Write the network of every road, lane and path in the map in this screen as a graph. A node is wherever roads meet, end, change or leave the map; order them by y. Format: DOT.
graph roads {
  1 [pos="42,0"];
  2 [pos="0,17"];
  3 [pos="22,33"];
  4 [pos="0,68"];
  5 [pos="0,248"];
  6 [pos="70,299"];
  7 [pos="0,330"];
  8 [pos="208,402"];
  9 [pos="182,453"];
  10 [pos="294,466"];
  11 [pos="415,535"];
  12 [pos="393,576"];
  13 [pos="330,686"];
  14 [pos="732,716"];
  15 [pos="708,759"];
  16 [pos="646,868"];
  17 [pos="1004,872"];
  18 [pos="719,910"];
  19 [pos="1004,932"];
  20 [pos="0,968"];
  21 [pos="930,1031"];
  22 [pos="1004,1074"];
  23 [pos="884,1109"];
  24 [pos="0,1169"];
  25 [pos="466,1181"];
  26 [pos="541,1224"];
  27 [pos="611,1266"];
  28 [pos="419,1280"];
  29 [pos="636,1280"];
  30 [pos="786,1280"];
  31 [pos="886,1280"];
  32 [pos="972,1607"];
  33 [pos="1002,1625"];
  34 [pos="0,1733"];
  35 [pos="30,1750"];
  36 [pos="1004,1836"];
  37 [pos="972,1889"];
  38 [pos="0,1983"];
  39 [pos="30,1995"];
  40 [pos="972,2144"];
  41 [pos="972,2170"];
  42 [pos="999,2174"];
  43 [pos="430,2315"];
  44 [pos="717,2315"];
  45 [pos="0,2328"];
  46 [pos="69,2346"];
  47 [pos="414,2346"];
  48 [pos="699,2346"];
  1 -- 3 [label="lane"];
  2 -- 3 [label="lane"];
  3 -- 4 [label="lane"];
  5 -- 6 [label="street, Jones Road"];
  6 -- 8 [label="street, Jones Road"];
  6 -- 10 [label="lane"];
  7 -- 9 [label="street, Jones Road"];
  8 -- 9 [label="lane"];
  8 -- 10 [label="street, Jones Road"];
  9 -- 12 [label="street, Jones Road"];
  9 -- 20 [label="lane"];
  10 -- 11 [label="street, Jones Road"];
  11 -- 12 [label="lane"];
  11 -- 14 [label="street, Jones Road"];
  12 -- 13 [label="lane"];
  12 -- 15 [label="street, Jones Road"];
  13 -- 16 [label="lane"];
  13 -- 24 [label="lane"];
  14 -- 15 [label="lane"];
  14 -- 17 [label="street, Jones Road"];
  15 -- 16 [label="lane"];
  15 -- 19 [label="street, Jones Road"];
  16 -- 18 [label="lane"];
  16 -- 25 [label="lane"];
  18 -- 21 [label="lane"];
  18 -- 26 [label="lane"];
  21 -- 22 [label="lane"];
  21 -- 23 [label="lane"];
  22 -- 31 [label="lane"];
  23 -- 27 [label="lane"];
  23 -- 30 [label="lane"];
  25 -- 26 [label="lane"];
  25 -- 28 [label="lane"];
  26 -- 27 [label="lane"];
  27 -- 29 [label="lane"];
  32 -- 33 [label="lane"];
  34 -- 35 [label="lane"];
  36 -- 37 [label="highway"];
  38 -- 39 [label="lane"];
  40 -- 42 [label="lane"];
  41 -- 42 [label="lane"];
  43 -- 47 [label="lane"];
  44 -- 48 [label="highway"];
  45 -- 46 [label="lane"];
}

■ ■ ■ ■ ■ ■ ■

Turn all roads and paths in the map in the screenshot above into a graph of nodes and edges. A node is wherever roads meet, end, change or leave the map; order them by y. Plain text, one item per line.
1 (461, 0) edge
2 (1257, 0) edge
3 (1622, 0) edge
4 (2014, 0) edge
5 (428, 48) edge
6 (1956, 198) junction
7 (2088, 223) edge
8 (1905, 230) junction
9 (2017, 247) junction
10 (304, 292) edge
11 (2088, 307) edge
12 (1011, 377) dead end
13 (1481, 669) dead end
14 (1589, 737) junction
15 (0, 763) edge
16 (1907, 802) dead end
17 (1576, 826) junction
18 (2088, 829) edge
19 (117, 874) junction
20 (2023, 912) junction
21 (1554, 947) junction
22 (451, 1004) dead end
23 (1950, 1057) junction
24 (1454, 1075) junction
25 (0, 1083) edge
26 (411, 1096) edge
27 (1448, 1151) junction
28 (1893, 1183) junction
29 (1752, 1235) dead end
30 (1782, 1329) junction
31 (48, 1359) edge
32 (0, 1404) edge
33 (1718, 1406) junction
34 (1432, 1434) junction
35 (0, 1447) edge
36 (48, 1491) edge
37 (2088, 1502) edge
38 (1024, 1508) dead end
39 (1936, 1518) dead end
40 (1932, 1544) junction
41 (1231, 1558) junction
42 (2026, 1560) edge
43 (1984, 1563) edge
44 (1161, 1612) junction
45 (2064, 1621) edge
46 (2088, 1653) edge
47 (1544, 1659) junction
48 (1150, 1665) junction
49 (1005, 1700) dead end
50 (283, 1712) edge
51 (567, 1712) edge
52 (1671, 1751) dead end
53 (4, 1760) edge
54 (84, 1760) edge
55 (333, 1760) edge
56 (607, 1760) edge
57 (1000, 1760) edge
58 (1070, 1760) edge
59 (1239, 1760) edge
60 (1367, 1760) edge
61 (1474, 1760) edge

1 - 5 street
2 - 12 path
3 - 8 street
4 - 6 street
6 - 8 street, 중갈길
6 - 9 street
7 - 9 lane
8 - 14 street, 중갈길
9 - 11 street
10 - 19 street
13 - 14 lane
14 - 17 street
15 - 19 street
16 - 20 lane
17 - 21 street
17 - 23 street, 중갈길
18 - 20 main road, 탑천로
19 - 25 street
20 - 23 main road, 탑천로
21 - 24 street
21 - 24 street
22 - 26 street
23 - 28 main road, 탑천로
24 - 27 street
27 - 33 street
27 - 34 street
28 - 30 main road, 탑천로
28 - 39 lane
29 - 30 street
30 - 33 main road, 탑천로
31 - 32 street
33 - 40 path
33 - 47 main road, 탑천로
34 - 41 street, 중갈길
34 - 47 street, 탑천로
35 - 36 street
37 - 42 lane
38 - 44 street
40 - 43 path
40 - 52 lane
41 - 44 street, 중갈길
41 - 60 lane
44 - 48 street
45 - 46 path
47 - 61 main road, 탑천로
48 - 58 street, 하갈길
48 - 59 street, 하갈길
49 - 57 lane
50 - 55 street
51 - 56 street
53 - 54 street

■ ■ ■ ■ ■ ■ ■

Task details - Which lines above hold the string "Jones"? Copy each of them.

Solution to the problem -
  5 -- 6 [label="street, Jones Road"];
  6 -- 8 [label="street, Jones Road"];
  7 -- 9 [label="street, Jones Road"];
  8 -- 10 [label="street, Jones Road"];
  9 -- 12 [label="street, Jones Road"];
  10 -- 11 [label="street, Jones Road"];
  11 -- 14 [label="street, Jones Road"];
  12 -- 15 [label="street, Jones Road"];
  14 -- 17 [label="street, Jones Road"];
  15 -- 19 [label="street, Jones Road"];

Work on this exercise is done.